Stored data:

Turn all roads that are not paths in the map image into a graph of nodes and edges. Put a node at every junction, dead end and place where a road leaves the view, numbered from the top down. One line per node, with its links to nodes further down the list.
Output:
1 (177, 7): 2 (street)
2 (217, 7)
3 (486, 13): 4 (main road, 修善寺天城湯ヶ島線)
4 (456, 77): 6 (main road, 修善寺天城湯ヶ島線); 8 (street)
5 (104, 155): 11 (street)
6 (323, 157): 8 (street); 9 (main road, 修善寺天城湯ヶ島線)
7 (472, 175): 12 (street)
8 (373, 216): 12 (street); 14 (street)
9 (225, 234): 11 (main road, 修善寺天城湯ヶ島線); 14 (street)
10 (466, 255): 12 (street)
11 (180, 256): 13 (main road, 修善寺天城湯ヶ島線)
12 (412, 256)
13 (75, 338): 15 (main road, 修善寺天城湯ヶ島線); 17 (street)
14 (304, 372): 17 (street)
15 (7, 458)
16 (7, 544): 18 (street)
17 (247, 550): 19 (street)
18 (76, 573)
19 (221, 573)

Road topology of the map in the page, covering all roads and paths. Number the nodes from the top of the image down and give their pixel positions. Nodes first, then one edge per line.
* * *
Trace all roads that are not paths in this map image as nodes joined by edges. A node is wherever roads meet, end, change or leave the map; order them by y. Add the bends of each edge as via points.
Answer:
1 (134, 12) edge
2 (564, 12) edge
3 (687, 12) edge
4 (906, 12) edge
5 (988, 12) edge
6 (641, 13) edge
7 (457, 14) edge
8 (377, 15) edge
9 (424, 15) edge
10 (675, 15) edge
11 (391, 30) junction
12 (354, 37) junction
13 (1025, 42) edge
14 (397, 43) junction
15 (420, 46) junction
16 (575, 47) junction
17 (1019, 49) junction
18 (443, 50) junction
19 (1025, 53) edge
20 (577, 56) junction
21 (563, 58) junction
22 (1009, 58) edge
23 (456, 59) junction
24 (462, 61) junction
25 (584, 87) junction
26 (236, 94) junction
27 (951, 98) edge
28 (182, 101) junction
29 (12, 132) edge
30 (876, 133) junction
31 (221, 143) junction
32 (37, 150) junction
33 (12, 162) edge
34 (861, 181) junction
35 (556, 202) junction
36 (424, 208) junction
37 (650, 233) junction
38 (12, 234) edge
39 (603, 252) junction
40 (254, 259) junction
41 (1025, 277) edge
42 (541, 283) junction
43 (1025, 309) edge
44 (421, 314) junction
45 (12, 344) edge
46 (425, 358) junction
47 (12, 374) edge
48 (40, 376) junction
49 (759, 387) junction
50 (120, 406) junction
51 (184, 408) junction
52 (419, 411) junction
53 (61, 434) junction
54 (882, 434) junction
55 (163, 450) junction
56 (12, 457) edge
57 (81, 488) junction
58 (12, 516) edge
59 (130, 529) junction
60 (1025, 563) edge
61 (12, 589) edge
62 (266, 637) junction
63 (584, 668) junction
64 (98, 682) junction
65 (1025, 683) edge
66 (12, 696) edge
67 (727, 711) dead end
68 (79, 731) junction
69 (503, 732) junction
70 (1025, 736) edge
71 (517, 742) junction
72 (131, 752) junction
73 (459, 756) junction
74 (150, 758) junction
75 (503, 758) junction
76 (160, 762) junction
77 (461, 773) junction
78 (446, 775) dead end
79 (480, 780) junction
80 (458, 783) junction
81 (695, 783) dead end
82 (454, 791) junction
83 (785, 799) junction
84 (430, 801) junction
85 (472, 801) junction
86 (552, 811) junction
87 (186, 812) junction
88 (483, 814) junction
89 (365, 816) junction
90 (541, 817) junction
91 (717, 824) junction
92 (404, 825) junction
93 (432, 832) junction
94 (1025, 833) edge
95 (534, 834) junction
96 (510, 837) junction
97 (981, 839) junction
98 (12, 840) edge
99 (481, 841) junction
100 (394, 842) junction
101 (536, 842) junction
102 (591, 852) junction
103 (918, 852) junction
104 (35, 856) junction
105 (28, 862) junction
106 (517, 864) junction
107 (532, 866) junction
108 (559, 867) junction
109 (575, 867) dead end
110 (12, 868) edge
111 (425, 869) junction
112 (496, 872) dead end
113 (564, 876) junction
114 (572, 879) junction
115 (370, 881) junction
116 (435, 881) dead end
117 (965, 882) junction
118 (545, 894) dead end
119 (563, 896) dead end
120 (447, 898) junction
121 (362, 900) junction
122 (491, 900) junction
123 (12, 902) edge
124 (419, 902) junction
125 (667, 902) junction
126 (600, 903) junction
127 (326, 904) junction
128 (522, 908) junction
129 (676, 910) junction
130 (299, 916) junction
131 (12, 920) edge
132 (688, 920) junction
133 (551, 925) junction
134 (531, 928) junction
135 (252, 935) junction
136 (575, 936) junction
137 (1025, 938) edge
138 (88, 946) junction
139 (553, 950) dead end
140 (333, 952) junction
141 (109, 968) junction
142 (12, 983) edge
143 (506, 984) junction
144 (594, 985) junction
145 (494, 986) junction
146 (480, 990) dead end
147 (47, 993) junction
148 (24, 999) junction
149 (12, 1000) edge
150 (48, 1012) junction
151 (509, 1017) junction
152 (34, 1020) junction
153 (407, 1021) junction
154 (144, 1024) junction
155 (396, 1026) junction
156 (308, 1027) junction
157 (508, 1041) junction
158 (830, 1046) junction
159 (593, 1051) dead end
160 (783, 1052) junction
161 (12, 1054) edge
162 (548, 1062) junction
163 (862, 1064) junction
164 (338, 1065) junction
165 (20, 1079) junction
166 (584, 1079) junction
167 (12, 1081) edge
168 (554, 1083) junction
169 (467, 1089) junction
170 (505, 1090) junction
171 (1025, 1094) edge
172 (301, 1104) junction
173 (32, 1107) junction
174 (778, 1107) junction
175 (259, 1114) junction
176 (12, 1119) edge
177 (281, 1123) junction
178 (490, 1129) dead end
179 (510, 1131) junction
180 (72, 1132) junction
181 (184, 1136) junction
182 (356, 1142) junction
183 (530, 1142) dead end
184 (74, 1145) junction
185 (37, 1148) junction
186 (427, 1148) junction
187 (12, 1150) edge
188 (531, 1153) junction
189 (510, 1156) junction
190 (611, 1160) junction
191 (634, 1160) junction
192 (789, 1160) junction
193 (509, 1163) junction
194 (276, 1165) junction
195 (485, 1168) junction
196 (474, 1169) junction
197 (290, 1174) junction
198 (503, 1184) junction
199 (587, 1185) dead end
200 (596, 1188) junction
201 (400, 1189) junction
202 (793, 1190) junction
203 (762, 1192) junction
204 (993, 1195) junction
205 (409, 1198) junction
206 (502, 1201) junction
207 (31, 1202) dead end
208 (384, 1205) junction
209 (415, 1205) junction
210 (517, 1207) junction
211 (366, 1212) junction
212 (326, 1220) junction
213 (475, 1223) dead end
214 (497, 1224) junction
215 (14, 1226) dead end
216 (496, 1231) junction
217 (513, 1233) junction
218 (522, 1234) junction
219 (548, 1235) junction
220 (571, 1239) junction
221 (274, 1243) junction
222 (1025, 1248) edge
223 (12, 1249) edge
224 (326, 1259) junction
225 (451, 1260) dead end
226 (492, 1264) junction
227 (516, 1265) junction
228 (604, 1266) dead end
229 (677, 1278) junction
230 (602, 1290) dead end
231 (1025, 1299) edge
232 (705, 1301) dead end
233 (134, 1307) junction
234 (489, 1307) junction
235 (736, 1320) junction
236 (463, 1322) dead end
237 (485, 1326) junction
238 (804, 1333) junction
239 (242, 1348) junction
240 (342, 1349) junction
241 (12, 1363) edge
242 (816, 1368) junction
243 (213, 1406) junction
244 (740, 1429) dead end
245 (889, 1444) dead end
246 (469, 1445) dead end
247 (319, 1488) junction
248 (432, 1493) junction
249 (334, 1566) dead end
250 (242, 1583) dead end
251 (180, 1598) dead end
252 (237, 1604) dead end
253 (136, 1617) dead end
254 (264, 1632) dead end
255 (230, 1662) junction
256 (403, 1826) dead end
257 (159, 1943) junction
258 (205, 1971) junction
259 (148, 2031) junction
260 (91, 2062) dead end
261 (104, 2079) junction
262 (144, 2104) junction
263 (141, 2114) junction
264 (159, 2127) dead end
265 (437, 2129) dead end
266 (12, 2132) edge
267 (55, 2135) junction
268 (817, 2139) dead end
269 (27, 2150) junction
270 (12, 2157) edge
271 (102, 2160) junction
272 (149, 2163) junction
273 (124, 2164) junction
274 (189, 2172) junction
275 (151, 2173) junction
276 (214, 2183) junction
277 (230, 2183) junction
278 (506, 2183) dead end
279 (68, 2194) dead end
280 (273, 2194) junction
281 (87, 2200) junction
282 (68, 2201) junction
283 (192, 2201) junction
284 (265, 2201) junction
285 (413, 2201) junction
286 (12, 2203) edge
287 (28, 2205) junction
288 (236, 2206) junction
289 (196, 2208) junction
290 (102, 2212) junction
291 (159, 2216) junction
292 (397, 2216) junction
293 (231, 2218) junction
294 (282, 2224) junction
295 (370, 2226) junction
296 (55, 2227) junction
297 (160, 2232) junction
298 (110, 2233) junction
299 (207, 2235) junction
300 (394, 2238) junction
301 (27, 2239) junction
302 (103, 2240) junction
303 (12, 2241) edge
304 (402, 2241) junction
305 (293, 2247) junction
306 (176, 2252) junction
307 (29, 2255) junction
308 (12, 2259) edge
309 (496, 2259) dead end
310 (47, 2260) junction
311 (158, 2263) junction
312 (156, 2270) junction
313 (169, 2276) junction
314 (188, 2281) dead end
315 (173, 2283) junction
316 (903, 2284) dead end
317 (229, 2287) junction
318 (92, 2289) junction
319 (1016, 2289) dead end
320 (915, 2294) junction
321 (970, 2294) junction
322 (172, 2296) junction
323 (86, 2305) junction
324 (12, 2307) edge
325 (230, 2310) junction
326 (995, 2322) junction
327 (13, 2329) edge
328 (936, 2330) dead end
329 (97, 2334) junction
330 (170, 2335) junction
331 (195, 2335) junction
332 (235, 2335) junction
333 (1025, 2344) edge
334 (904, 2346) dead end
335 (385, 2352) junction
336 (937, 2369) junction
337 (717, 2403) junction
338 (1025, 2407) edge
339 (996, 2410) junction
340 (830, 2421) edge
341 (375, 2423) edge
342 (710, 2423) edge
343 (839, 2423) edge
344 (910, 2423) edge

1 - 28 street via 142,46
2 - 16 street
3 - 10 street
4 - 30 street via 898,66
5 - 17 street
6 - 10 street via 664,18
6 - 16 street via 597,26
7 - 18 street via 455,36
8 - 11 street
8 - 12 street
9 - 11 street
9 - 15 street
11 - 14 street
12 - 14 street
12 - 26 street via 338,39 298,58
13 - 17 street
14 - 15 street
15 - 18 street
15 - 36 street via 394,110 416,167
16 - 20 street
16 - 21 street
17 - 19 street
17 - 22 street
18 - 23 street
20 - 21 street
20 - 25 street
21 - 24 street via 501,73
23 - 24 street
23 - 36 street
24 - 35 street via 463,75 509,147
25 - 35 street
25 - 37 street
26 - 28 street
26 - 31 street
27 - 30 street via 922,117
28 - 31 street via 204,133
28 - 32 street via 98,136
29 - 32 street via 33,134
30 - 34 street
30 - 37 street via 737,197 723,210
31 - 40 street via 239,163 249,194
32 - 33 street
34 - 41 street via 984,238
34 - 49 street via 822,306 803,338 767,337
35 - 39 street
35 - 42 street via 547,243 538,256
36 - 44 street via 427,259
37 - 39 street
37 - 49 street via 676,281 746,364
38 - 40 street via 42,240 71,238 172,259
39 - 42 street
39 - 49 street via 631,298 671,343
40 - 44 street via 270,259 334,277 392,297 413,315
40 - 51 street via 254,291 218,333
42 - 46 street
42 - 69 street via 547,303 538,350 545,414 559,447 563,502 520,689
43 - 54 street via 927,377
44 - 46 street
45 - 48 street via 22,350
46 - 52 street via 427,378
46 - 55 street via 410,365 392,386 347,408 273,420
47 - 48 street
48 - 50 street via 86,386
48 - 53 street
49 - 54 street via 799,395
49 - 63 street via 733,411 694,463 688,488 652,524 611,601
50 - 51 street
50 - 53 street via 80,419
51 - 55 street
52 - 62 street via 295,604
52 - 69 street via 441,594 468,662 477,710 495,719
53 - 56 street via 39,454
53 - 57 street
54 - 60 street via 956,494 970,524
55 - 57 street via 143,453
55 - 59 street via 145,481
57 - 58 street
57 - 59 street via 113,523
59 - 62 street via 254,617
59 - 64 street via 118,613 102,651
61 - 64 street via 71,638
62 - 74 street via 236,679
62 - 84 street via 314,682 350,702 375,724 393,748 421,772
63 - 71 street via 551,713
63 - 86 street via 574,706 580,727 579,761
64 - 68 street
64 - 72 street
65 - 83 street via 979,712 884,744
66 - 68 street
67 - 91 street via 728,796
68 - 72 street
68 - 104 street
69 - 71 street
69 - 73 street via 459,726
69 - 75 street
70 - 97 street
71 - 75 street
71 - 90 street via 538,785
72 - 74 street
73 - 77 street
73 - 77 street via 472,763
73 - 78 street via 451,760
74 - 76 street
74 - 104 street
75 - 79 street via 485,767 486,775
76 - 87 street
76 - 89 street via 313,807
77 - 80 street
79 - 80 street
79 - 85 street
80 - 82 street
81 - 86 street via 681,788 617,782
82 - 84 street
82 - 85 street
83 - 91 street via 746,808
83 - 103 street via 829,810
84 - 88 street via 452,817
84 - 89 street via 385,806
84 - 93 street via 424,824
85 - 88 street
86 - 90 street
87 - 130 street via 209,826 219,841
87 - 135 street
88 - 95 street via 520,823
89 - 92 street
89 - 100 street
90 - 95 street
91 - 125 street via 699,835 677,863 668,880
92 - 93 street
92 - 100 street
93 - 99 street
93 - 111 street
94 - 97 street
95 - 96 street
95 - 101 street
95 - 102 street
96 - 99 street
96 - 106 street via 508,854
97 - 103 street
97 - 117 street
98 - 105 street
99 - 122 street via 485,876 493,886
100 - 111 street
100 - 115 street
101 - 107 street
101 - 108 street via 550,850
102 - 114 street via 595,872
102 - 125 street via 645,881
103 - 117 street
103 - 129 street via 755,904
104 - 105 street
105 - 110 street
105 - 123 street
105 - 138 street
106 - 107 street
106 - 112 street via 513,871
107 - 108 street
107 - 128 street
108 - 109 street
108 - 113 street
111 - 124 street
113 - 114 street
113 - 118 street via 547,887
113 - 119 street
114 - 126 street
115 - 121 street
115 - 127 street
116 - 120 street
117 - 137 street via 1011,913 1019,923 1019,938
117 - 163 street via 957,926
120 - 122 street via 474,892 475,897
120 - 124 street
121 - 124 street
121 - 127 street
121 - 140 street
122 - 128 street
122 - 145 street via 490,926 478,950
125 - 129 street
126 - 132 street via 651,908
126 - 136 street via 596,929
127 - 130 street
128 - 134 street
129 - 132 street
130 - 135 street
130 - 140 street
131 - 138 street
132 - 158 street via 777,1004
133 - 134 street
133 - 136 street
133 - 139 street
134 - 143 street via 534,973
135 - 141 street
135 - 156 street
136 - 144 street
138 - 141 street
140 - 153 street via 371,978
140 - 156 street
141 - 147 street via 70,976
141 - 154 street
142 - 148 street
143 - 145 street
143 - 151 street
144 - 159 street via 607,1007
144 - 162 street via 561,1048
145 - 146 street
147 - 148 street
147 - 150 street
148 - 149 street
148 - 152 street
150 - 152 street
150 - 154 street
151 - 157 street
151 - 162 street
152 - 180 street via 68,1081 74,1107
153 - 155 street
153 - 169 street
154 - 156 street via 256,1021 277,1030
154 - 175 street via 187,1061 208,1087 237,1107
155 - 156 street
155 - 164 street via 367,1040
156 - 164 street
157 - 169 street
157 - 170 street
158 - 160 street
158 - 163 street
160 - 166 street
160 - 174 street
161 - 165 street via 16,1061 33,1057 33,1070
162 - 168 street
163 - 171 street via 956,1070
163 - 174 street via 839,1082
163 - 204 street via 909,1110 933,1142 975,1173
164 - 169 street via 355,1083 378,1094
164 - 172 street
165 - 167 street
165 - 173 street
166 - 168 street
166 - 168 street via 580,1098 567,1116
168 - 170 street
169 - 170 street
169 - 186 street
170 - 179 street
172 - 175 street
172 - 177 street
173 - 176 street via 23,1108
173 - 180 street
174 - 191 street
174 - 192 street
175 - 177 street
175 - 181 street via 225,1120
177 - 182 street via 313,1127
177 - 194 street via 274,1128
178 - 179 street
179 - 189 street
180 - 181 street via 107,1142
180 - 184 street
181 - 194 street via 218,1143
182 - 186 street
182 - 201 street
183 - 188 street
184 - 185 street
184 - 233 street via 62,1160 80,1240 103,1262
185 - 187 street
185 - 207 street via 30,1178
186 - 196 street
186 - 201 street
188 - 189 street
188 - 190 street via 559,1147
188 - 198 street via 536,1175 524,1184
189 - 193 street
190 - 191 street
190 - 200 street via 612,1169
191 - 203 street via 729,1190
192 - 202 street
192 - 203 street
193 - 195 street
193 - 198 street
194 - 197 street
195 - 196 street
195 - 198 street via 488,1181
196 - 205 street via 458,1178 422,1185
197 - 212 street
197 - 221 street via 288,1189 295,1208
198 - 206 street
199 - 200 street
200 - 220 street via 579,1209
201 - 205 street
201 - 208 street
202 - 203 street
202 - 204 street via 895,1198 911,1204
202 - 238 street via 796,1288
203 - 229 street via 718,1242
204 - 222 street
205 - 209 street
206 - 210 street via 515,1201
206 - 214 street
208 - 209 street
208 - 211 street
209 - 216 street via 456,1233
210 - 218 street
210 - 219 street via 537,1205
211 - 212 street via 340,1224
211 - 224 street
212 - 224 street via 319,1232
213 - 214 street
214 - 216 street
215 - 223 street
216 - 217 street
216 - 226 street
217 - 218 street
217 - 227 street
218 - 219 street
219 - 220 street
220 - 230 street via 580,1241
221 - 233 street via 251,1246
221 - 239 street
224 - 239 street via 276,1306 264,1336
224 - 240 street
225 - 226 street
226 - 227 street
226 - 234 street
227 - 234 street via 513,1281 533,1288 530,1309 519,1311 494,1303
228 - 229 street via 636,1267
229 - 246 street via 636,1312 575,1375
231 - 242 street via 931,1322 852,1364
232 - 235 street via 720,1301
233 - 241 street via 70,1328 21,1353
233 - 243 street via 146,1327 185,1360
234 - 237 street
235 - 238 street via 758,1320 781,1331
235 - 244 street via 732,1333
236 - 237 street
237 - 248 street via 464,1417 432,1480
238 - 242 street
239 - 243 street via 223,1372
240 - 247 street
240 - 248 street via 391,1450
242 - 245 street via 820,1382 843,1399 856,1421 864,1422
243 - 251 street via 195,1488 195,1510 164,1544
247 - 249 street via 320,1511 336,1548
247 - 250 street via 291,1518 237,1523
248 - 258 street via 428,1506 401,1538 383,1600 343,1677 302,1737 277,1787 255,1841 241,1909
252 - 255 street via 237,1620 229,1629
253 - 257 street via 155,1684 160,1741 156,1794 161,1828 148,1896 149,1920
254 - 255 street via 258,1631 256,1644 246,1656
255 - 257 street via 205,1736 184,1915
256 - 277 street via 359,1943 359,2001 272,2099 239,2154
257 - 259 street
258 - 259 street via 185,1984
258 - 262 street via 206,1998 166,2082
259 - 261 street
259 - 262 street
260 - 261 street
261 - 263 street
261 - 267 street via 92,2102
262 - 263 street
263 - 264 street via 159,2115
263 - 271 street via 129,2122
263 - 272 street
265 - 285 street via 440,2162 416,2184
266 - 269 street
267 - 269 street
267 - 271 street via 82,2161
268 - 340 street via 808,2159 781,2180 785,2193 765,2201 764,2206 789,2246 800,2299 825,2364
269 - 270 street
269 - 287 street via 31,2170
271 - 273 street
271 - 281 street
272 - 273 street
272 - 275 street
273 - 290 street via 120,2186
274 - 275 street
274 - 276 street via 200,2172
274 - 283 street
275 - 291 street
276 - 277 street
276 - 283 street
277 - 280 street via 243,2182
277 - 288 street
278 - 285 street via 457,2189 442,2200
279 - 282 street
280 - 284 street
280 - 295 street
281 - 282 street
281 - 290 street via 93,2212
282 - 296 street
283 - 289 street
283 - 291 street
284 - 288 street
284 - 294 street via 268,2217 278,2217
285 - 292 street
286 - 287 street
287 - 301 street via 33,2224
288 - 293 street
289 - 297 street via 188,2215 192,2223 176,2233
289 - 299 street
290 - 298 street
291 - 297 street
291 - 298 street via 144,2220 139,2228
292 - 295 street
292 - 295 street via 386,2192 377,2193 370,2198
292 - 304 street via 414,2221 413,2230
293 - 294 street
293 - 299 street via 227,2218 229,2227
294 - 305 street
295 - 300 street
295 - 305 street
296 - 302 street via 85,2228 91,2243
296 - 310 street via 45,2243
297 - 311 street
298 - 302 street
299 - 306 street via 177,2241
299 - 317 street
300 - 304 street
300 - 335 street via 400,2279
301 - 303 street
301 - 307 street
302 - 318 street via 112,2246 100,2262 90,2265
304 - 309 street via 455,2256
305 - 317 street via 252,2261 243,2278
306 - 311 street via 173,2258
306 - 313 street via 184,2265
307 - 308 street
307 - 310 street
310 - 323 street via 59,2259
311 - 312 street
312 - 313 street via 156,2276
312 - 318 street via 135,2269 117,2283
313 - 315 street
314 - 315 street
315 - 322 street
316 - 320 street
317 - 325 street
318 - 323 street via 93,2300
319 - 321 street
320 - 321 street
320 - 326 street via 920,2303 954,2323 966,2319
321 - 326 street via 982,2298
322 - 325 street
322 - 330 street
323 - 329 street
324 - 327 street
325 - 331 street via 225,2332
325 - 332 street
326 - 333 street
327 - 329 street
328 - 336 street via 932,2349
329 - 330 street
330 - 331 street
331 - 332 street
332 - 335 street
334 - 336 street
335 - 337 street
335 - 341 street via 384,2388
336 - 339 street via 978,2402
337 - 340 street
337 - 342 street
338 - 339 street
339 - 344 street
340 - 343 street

## [Goal of the exercise]
Please find all lines of the entries that hold the string "down" and copy them.

## [Solved exercise]
Turn all roads that are not paths in the map image into a graph of nodes and edges. Put a node at every junction, dead end and place where a road leaves the view, numbered from the top down. One line per node, with its links to nodes further down the list.
Road topology of the map in the page, covering all roads and paths. Number the nodes from the top of the image down and give their pixel positions. Nodes first, then one edge per line.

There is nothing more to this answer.